Taking this customer-experience-as-strategic-brand-building approach makes complex brand/buyer relationships not daunting, but exciting.
Think about a car manufacturer. The touchpoints are endless. There are the phone calls, the test drive booking, the dealership experience, the test drive itself, the purchase process, the customisation, the servicing, the courtesy car, the process of selling the car back to them… all of these are brimming with potential for a unique brand twist.
And that’s only thinking about the “standard” customer moments. The manufacturer can build on these any way they want – events, anniversary presents, concierge services, valeting, foot rubs, you name it. Every tiny interaction has the potential to be something that will play as advertising to the world at large, and build the brand in the eyes of future customers.
So, retailers? They get no sympathy from me. The guys that I shed a tear for are those with such one dimensional customer relationships they never have the chance to exploit these processes – the poor FMCG brands.
When we look at Forbe’s list of the world’s top 20 brands, only one is FMCG (Coca-Cola, who are hardly a fair comparison), whereas 12 are brands with physical retail spaces. Now I wouldn’t suggest that this customer experience potential is the sole reason for this imbalance, but still it’s an interesting observation. Is a “strategically idiosyncratic” customer experience useful in building a powerful brand? Surely yes.
This insight presents a challenge to FMCG brands – how can they too develop customer experiences? As ever in these things, we can look to Red Bull to give us a clue.
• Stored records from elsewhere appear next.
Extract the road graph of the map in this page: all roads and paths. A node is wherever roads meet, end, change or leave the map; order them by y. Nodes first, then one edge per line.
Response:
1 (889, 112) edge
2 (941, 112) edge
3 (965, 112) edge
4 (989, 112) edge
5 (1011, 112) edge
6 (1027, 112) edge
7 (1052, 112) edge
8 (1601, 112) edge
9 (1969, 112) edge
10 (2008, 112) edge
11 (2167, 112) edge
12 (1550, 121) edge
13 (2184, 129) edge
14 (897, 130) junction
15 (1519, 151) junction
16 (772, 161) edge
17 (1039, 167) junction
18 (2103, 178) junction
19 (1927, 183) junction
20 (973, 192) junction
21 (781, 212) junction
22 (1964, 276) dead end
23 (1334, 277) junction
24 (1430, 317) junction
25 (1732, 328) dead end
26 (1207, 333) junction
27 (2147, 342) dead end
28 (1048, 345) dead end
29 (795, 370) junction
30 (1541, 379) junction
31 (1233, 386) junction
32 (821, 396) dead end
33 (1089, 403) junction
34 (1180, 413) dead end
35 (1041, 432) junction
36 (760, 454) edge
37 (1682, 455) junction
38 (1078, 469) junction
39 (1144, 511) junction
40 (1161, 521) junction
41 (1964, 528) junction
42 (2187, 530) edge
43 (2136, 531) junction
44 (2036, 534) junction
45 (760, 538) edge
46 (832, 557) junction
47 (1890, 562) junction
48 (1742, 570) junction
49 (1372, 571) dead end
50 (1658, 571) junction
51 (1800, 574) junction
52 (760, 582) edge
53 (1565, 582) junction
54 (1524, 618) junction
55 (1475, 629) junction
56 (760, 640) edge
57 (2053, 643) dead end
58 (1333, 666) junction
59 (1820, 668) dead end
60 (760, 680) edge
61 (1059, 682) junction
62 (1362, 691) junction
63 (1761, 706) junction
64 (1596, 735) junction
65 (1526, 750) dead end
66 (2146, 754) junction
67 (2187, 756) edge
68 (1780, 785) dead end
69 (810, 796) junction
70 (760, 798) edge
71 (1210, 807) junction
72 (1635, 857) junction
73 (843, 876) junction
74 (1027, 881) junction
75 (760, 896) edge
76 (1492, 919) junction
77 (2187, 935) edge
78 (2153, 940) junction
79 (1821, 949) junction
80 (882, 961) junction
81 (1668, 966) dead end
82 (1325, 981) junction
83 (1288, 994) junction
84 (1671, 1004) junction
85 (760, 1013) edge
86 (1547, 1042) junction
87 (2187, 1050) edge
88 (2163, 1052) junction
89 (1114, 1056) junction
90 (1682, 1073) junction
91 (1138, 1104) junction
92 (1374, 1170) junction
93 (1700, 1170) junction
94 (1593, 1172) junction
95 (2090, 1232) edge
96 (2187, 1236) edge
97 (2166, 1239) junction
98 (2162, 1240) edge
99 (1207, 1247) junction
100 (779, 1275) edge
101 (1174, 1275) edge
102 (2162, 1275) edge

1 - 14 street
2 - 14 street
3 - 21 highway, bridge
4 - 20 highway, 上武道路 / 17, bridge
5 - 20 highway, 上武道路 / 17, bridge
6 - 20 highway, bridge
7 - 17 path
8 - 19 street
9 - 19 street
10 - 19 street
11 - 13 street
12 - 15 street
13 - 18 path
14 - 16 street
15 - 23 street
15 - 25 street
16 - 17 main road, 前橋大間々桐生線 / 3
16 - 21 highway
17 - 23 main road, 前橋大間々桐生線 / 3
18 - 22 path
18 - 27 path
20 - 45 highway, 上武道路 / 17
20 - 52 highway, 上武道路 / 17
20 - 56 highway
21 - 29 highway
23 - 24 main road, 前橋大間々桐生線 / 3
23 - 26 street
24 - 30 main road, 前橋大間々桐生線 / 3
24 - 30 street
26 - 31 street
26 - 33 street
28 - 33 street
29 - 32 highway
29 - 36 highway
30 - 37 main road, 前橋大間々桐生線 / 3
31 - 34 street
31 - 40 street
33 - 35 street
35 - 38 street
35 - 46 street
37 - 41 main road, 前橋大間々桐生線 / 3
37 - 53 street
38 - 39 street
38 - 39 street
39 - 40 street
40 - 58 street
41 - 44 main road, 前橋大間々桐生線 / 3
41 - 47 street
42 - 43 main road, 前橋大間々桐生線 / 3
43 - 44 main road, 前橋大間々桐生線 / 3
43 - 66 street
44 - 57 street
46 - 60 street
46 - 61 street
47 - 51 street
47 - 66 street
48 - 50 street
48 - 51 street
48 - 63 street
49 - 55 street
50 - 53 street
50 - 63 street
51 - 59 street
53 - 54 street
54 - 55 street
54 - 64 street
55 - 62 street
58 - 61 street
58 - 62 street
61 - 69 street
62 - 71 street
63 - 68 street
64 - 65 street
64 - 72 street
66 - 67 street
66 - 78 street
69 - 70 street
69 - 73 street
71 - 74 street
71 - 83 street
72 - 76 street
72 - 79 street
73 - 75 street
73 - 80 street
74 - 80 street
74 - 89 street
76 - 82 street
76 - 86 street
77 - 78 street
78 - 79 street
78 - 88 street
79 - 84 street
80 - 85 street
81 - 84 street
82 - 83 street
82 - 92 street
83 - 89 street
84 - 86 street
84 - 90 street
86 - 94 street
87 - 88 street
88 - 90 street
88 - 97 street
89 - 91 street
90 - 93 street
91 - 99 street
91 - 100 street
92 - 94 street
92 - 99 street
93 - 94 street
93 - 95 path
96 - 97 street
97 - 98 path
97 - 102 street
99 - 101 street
Red Bull understood that to build customer experiences, they had to develop products and services that people could buy into which they controlled. They don’t control the sales process of the vast majority of their drinks, but they do control the sales process of their bars at festivals, of their events, and of their media outlets. By expanding the remit of their brand into non-FMCG spaces, they created “advertising” that worked extremely hard since as well as propagating their core “gives you wings” message, it produced customer experience flows. Indeed you could even argue that through clever in-bar merchandising, and the subtle propagation of concepts such as the Jägerbomb, they developed customer experiences by proxy – making ordering their drink in an independent venue a slightly different experience than ordering another.
The result is that people now have a pretty good idea of what it’s like to “deal with” Red Bull as a brand (just as they do with Starbucks, Apple, IKEA, and so on), whereas they have effectively no idea about this for the vast majority of other brands on a supermarket shelf.
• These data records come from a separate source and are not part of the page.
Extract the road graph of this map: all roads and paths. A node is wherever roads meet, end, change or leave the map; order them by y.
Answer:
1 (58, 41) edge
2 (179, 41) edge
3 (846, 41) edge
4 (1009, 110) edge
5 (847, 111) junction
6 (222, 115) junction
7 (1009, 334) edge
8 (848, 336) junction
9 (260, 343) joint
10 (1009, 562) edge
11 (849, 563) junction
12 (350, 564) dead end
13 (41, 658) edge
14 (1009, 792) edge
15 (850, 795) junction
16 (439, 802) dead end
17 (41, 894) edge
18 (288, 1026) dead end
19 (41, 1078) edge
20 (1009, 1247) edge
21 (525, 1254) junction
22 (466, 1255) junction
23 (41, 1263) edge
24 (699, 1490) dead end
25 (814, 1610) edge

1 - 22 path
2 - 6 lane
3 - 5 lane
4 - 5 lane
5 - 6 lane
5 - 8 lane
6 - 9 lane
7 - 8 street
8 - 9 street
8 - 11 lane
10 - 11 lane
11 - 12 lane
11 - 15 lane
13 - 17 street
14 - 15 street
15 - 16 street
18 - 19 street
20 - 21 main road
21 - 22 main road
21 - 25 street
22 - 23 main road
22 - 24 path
There are plenty of different ways to achieve this effect for yourself. You could have people buy your product through a channel you control (like Red Bull’s festival bars), you could develop a subsidiary service related to your product, or indeed you could get them to buy an entirely separate product or service you’ve dreamed up that’s simply related to your marketing goals (such as an event). All of these things have the trappings of business expansion, but can in fact just be acts of marketing disguised as such. One way or another you just need to give people the opportunity to act as customers, rather than an audience, and your marketing will take on a whole new dimension.
Customer experience is an extremely powerful communications tool, and should always be used as such. The retailers that win will be the ones that understand this best. The FMCG brands that win will be the ones that understand it at all.
www.senselondon.com
This was posted in Bdaily's Members' News section by Alex Smith .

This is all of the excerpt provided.